113 points | by chmaynard 8 hours ago ago

28 comments

  • mbrock 3 hours ago

    I'm working on packaging Fil-C for Nix, as well as integrating Fil-C as a toolchain in Nix so you can build any Nix package with Fil-C.

    https://github.com/mbrock/filnix

    It's working. It builds tmux, nethack, coreutils, Perl, Tcl, Lua, SQLite, and a bunch of other stuff.

    Binary cache on https://filc.cachix.org so you don't have to wait 40 minutes for the Clang fork to build.

    If you have Nix with flakes on a 64-bit Linux computer, you can run

        nix run github:mbrock/filnix#nethack
    
    right now!
    • kragen an hour ago

      That's very exciting! Thank you!

  • kragen 4 hours ago

    Either Fil-C or a different implementation of the same idea seems essential to me. A great deal of software has been written in C, and without some way of running it, we lose access to that intellectual heritage.
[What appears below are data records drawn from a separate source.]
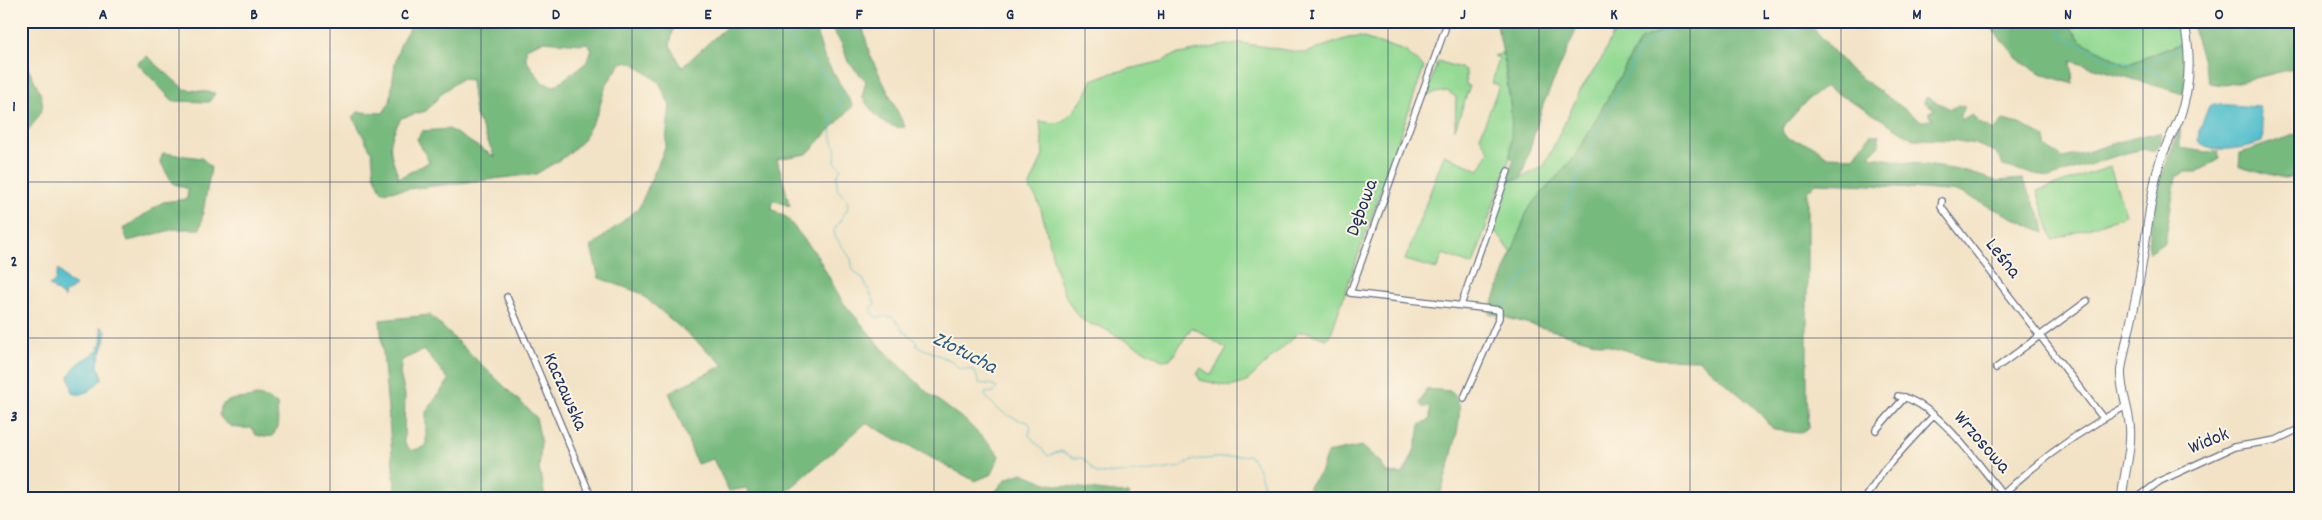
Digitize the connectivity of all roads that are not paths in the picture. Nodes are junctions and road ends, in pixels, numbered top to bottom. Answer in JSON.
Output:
{"nodes":[{"id":1,"x":2184,"y":21,"type":"edge"},
{"id":2,"x":1445,"y":30,"type":"dead end"},
{"id":3,"x":1508,"y":171,"type":"dead end"},
{"id":4,"x":1942,"y":201,"type":"dead end"},
{"id":5,"x":506,"y":297,"type":"dead end"},
{"id":6,"x":2087,"y":301,"type":"dead end"},
{"id":7,"x":1461,"y":305,"type":"junction"},
{"id":8,"x":2041,"y":336,"type":"junction"},
{"id":9,"x":1996,"y":368,"type":"dead end"},
{"id":10,"x":1464,"y":398,"type":"dead end"},
{"id":11,"x":2126,"y":406,"type":"junction"},
{"id":12,"x":1934,"y":415,"type":"junction"},
{"id":13,"x":2103,"y":418,"type":"junction"},
{"id":14,"x":2301,"y":428,"type":"edge"},
{"id":15,"x":1876,"y":430,"type":"dead end"},
{"id":16,"x":2003,"y":494,"type":"junction"},
{"id":17,"x":592,"y":499,"type":"edge"},
{"id":18,"x":1865,"y":499,"type":"edge"},
{"id":19,"x":1998,"y":499,"type":"edge"},
{"id":20,"x":2122,"y":499,"type":"edge"},
{"id":21,"x":2136,"y":499,"type":"edge"}],
"edges":[{"from":1,"to":11,"type":"main road"},
{"from":2,"to":7,"type":"street","name":"Dębowa"},
{"from":3,"to":7,"type":"street"},
{"from":4,"to":8,"type":"street","name":"Leśna"},
{"from":5,"to":17,"type":"street","name":"Kaczawska"},
{"from":6,"to":8,"type":"street"},
{"from":7,"to":10,"type":"street","name":"Dębowa"},
{"from":8,"to":9,"type":"street"},
{"from":8,"to":13,"type":"street","name":"Leśna"},
{"from":11,"to":13,"type":"street"},
{"from":11,"to":20,"type":"main road"},
{"from":12,"to":15,"type":"street","name":"Wrzosowa"},
{"from":12,"to":16,"type":"street","name":"Wrzosowa"},
{"from":12,"to":18,"type":"street","name":"Wrzosowa"},
{"from":13,"to":16,"type":"street"},
{"from":14,"to":21,"type":"street","name":"Widok"},
{"from":16,"to":19,"type":"street"}]}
But pervasive security vulnerabilities mean that the traditional "YOLO" approach to C compilation is a bad idea for software that has to handle untrusted input, such as Web browsing or email.

    Pizlo seems to have found an astonishingly cheap way to do the necessary pointer checking, which hopefully I will be able to understand after more study. (The part I'm still confused about is how InvisiCaps work with memcpy.)

    tialaramex points out that we shouldn't expect C programmers to be excited about Fil-C. The point tialaramex mentions is "DWIM", like, accessing random memory and executing in constant time, but I think most C programmers won't be willing to take a 4× performance hit. After all, if they wanted to be using a slow language, they wouldn't be writing their code in C. But I think that's the wrong place to look for interest: Fil-C's target audience is users of C programs, not authors of C programs. We want the benefits of security and continued usage of existing working codebases, without having to pay the cost to rewrite everything in Rust or TypeScript or whatever. And for many of us, much of the time, the performance hit may be acceptable.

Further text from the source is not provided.